Along with method overloading, we can also overload constructors. Constructors having the same name with different parameter list is called constructor overloading.
EX :

 class Point
{
        int x;
        int y;
        Point(int a, int b)
        {
                x = a;
                y = b;
        }

}

class Circle
{
        int originX;
        int originY;
        int radius;

        //Default Constructor

        Circle()
        {
                originX = 5;
                originY = 5;
                radius = 3;

        }

        // Constructor initializing the coordinates of origin and the radius.

        Circle(int x1, int y1, int r)
        {
                originX = x1;
                originY = y1;
                radius = r;

        }


        Circle(Point p, int r)
        {
                originX = p.x;
                originY = p.y;
                radius = r;
        }

        void display()
        {
                System.out.println("--Center at " + originX + " and " + originY);
                System.out.println("Radius = " + radius);
        }

        public static void main(String args[])
        {
        
        Circle c1 = new Circle();
        Circle c2 = new Circle(10,20,5);
        Circle c3 = new Circle(new Point(15,25),10);

        c1.display();
        c2.display();
        c3.display();
        }
}

---

Output :

--Center at 5 and 5

Radius = 3

--Center at 10 and 20

Radius = 5

--Center at 15 and 25

Radius = 10

Above program is quite complicated here i am giving you perfect flow of program.

First of all note one thing that new ClassName() this is a short  syntax of creating object of any class.

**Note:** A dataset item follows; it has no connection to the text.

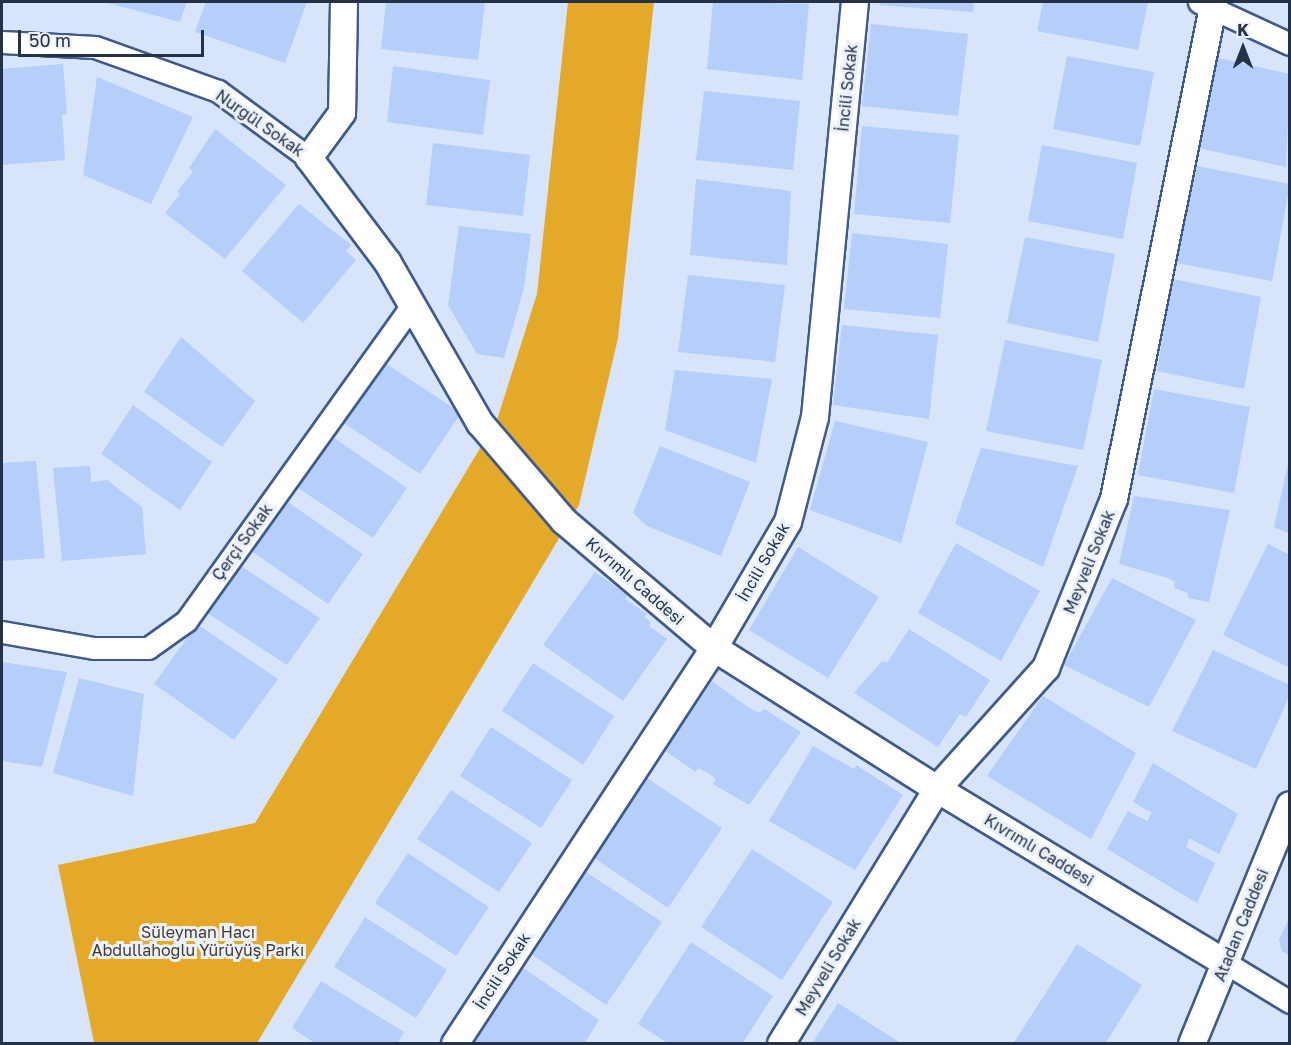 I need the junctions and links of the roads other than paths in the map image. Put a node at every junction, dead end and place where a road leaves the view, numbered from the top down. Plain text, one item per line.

And we all know that when we create object the constructor of that class will be called automatically.

So in our program first of all due to syntax Circle c1 = new Circle(); non parameterize constructor will be called for object c1 so we get output like Center at 5 and 5 Radius = 3 in c1.display().

Next due to syntax Circle c2 = new Circle(10,20,5); constructor which has 3 arguments will be called for object c2 so we get output like Center at 10 and 20 Radius = 5 in c2.display().

Now when we define object c3 our syntax is like Circle c3 = new Circle(new Point(15,25),10); so first of all it will create object for Point class so constructor of point class will be called and it will set parameter x and y.

Then constructor of circle class which has Point class object as an argument along with one int argument will be called and set all parameter as per program and we get output like Center at 15 and 25 Radius = 10 in c3.display().

We can also write

Point p1 = new Point(15,25);

Circle c3 = new Circle(p1,10);

This is how we can pass object as an argument in constructor.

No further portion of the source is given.